(ENTRIES SHOWN begins)
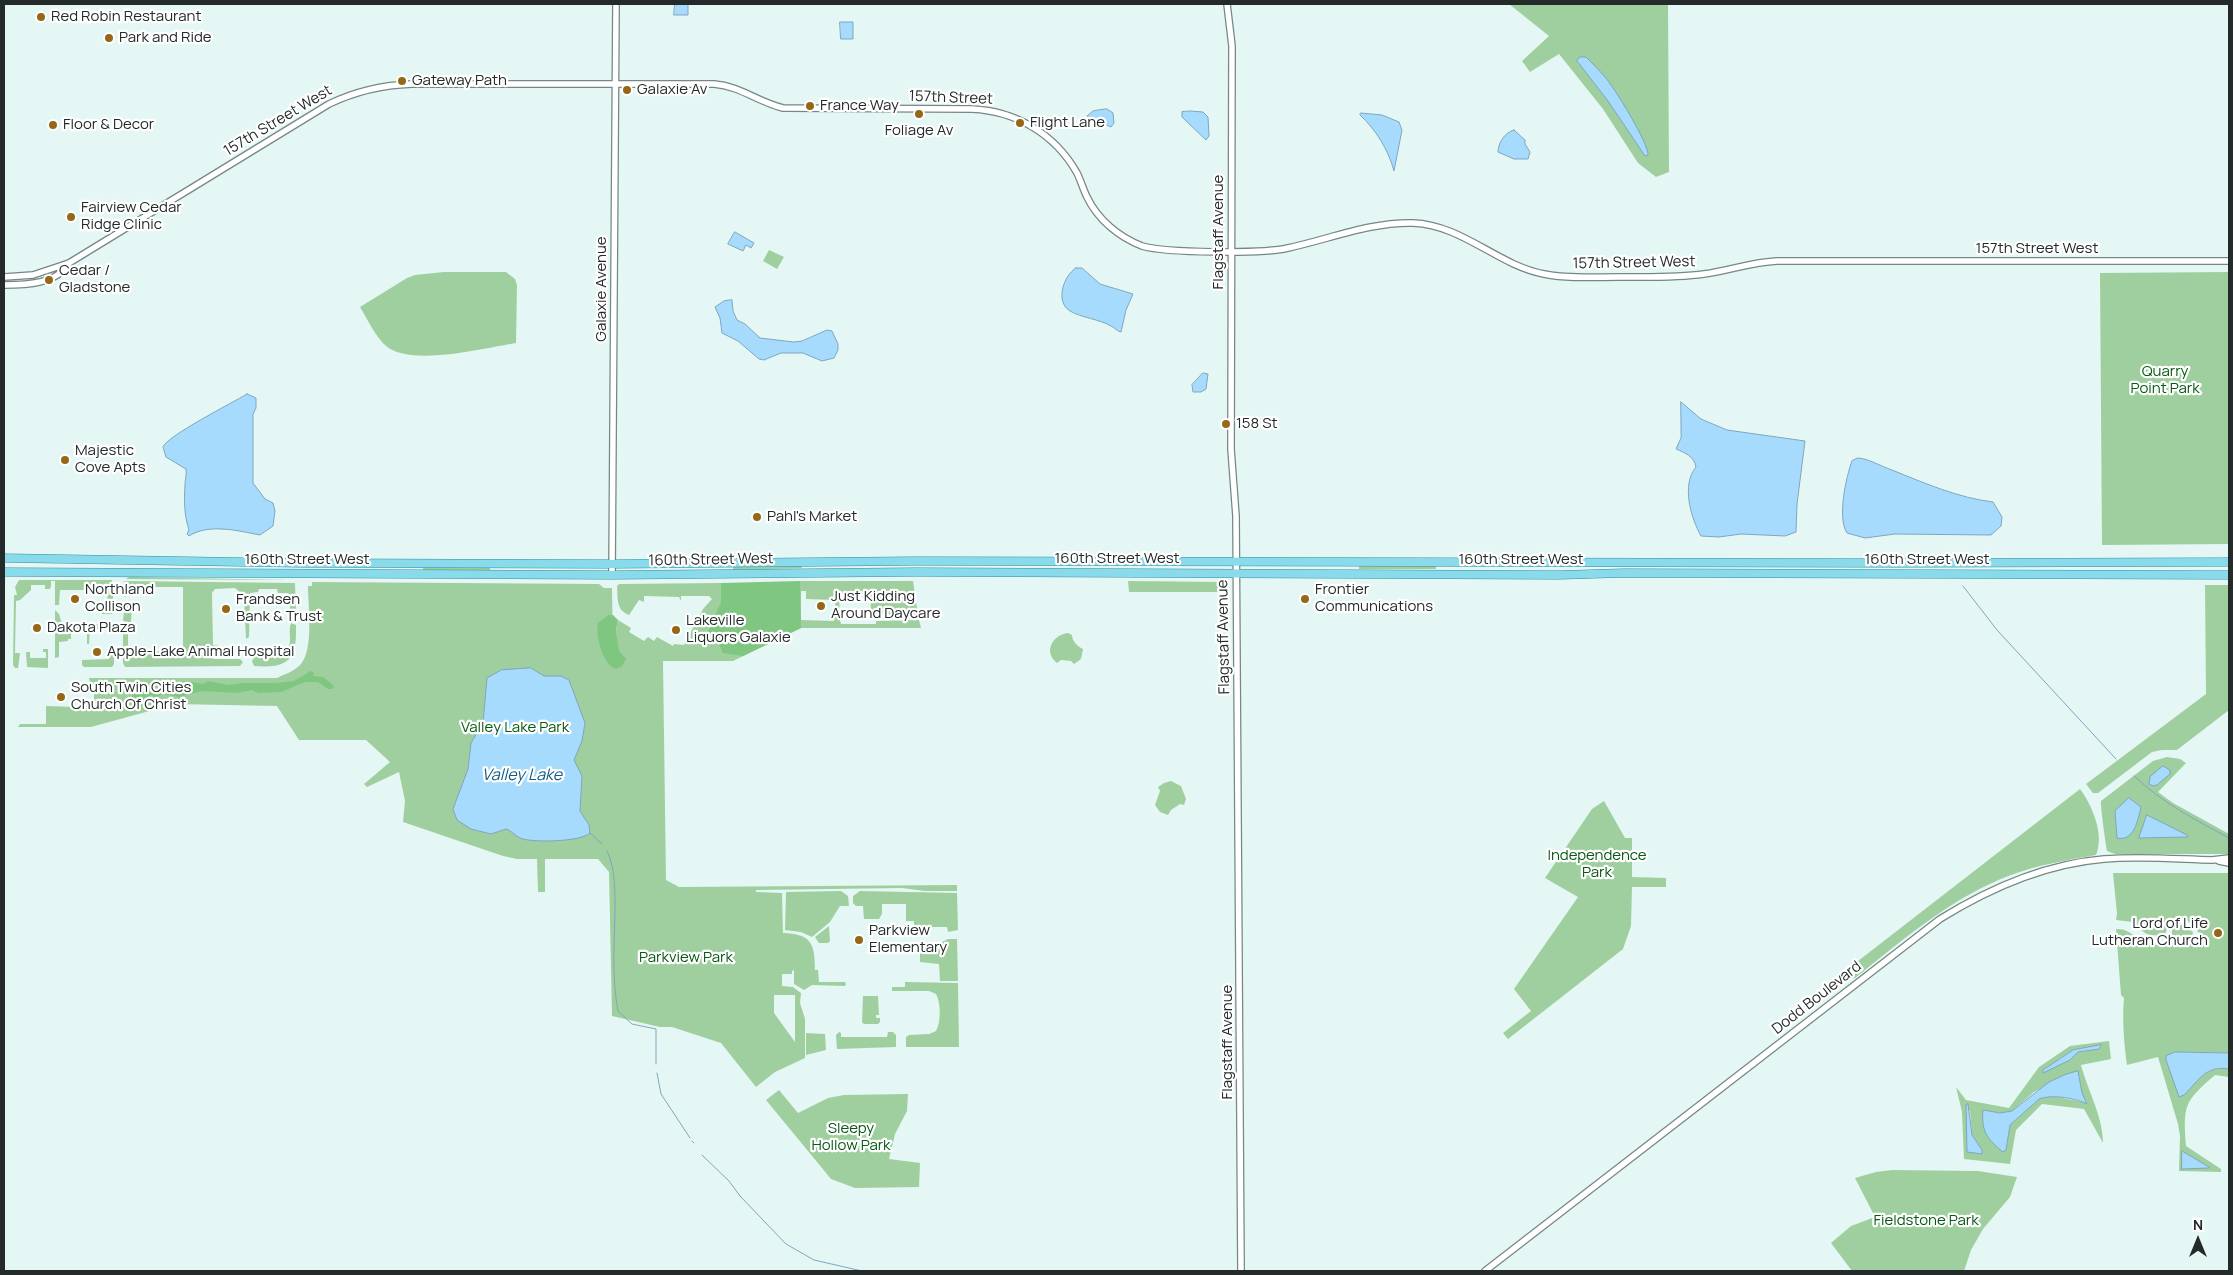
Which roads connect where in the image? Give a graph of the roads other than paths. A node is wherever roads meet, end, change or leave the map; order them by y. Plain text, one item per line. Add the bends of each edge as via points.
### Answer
1 (616, 4) edge
2 (1226, 4) edge
3 (615, 85) junction
4 (1231, 250) junction
5 (2229, 261) edge
6 (69, 263) junction
7 (4, 277) edge
8 (4, 285) edge
9 (4, 558) edge
10 (1236, 561) junction
11 (2229, 562) edge
12 (613, 564) junction
13 (4, 572) edge
14 (1236, 573) junction
15 (612, 575) junction
16 (2229, 575) edge
17 (2229, 858) edge
18 (2212, 860) junction
19 (2229, 863) edge
20 (1241, 1271) edge
21 (1485, 1271) edge

1 - 3 street, Galaxie Avenue
2 - 4 street, Flagstaff Avenue via 1232,46
3 - 4 street, 157th Street via 725,85 745,91 772,106 788,109 972,109 1006,114 1027,123 1058,147 1078,174 1087,198 1098,214 1126,238 1142,246 1162,250
3 - 6 street, 157th Street West via 412,84 380,86 350,95 316,111
3 - 12 street, Galaxie Avenue
4 - 5 street, 157th Street West via 1284,249 1376,226 1413,223 1452,232 1528,270 1568,277 1686,276 1777,261
4 - 10 street, Flagstaff Avenue via 1231,458 1236,507
6 - 7 street, 157th Street West via 34,275
6 - 8 street, 157th Street West via 65,271 44,281
9 - 12 main road, 160th Street West
10 - 11 main road, 160th Street West
10 - 12 main road, 160th Street West
10 - 14 street, Flagstaff Avenue
12 - 15 street, Galaxie Avenue
13 - 15 main road, 160th Street West
14 - 15 main road, 160th Street West
14 - 16 main road, 160th Street West
14 - 20 street, Flagstaff Avenue
17 - 18 street, Dodd Boulevard
18 - 19 street, Dodd Boulevard
18 - 21 street, Dodd Boulevard via 2135,858 2051,868 1964,904 1940,919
(ENTRIES SHOWN ends)
__YOUR TASK__. Only lines containing the string "junction" belong in the answer; find them in the data above and copy them.

__FINISHED EXERCISE__.
3 (615, 85) junction
4 (1231, 250) junction
6 (69, 263) junction
10 (1236, 561) junction
12 (613, 564) junction
14 (1236, 573) junction
15 (612, 575) junction
18 (2212, 860) junction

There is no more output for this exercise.